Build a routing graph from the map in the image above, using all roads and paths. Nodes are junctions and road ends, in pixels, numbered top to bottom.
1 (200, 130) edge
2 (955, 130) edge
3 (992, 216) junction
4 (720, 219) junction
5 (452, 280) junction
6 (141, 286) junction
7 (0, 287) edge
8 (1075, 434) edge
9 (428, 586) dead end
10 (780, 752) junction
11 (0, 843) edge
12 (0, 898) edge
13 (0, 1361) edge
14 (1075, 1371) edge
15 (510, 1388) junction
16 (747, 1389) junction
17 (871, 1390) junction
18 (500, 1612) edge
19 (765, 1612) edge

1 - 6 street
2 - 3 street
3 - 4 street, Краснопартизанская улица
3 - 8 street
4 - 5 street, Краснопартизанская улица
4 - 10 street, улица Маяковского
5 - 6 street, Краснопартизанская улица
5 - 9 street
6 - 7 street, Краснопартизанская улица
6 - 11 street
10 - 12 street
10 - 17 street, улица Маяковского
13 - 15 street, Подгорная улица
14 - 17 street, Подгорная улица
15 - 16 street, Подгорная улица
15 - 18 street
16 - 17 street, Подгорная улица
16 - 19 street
= = = = = = =
*WHAT THE TASK REQUIRES*: All of the data above needs to be retyped exactly, with each line as it stands.

*THE COMPLETED TASK*:
Build a routing graph from the map in the image above, using all roads and paths. Nodes are junctions and road ends, in pixels, numbered top to bottom.
1 (200, 130) edge
2 (955, 130) edge
3 (992, 216) junction
4 (720, 219) junction
5 (452, 280) junction
6 (141, 286) junction
7 (0, 287) edge
8 (1075, 434) edge
9 (428, 586) dead end
10 (780, 752) junction
11 (0, 843) edge
12 (0, 898) edge
13 (0, 1361) edge
14 (1075, 1371) edge
15 (510, 1388) junction
16 (747, 1389) junction
17 (871, 1390) junction
18 (500, 1612) edge
19 (765, 1612) edge

1 - 6 street
2 - 3 street
3 - 4 street, Краснопартизанская улица
3 - 8 street
4 - 5 street, Краснопартизанская улица
4 - 10 street, улица Маяковского
5 - 6 street, Краснопартизанская улица
5 - 9 street
6 - 7 street, Краснопартизанская улица
6 - 11 street
10 - 12 street
10 - 17 street, улица Маяковского
13 - 15 street, Подгорная улица
14 - 17 street, Подгорная улица
15 - 16 street, Подгорная улица
15 - 18 street
16 - 17 street, Подгорная улица
16 - 19 street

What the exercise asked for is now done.